The 13,128 frames the bank held were drawn from the host-side captures of all 63 scenes; the per-scene vision-analysis.json records the matchings frame-by-frame. The review.html in each scene’s directory is a side-by-side viewer linking each captured frame to the reference that ranked highest for it.

fishing1-full-annotation-review

This is one entry from one regtest run, kept whole. The directory is regtest-run/20260410-073839/ — the regtest output captured on 2026-04-10 at 07:38:39 — and inside it: a frames/jcreborn/ subdirectory holding the BMPs the run captured, a 2,639-line regtest.log with the full DuckStation log (boot, BIOS, CD-ROM, disc detection, scene start, frame capture), and the run’s duckstation.log.

This run is preserved because FISHING 1 was the project’s anchor scene during this stretch — the scene that everything else’s tooling was built around. Saving the full run, including the DuckStation log, makes the classifier era’s working data concrete: someone reading the log can see what the host saw, in what order, with what timing. The disc image hashes (Hash for 'JCREBORN.EXE' - 085F74AB419128F6), the BIOS used (SCPH-1001, 5003, DTL-H1201, H3001 (v2.2 12-04-95 A)), and the fast-boot patch are all recorded.
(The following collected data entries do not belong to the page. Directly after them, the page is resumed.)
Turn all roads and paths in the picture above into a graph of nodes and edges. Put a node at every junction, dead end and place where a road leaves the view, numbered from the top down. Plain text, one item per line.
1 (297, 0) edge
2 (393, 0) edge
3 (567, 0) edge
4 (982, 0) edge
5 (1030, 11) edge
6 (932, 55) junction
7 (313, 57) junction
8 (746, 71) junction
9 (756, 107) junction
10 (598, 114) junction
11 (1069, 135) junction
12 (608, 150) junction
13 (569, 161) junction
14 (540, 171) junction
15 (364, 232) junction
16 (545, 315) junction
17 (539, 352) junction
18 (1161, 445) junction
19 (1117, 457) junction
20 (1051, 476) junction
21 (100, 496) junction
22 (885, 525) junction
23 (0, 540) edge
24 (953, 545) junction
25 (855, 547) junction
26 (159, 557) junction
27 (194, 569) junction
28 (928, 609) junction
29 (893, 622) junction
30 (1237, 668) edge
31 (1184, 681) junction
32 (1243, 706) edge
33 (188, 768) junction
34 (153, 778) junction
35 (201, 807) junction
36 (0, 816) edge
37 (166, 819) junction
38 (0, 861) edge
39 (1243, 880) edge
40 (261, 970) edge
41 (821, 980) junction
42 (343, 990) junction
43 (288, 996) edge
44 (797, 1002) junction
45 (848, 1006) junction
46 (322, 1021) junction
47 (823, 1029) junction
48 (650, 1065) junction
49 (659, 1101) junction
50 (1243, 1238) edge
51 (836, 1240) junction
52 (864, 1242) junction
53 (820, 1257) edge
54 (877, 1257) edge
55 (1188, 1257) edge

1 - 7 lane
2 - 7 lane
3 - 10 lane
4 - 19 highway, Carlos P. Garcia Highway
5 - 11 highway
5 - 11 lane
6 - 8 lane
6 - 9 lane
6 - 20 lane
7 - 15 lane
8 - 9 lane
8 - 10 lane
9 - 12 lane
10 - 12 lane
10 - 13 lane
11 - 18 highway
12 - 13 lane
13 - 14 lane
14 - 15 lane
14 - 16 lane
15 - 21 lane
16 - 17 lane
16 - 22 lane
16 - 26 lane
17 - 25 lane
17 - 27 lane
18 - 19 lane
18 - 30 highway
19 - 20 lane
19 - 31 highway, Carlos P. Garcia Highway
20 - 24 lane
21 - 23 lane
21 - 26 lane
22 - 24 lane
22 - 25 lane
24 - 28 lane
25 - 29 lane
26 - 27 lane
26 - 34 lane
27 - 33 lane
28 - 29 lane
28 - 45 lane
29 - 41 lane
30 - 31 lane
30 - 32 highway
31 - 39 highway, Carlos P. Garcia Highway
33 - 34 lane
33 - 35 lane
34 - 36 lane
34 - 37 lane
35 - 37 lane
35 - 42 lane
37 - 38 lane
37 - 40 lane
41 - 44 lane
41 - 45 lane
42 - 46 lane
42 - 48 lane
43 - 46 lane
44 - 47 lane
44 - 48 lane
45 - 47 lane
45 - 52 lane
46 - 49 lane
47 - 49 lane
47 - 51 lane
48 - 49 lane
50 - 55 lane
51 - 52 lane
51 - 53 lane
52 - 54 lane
Why these artifacts are kept

Two reasons. The first is recordkeeping: when the project decided the broad-classifier approach wasn’t going to be the validation surface, the natural temptation was to delete the outputs along with the methodology. Keeping them documents what the methodology produced before it was retired — a rebuttable form of “we tried it.” Anyone arguing in the future that classifier-based identification would have worked can read these reports and see the actual confusion rates.

The second is informational. The strongest/weakest scene lists in vision-reference-pipeline-current/ are still informative. The regtest reference set that replaced this approach uses state-hash equality, which doesn’t care about classifier confusion rates — but the per-scene difficulty distribution is real, and it’s the same distribution that affects bringup ordering. The scenes that confused the classifier are the scenes whose frames look most alike in pixel space; those are the scenes hardest to get right one at a time.

What’s NOT preserved

The reference bank itself — features.npy (the embedding matrix) and metadata.json and index.json — was at /tmp/jc_reborn_ps1_debug/artifacts/vision-reference-bank-20260329/, which is a tmpfs path and does not survive reboot. The bank can be rebuilt from the per-scene review HTMLs and the source frames if needed, but the rebuilt bank’s bytes will not match the original.

The host-side reference frames — the 13,128 BMPs the bank was built from — are in the gitignored host-capture tree, not in archaeology. They remain regenerable from the host engine.

Source on GitHub

docs/ps1/archaeology/vision-artifacts/ — three subdirectories: vision-reference-pipeline-current/, vision-reference-selfcheck-20260329-v4/, and fishing1-full-annotation-review/.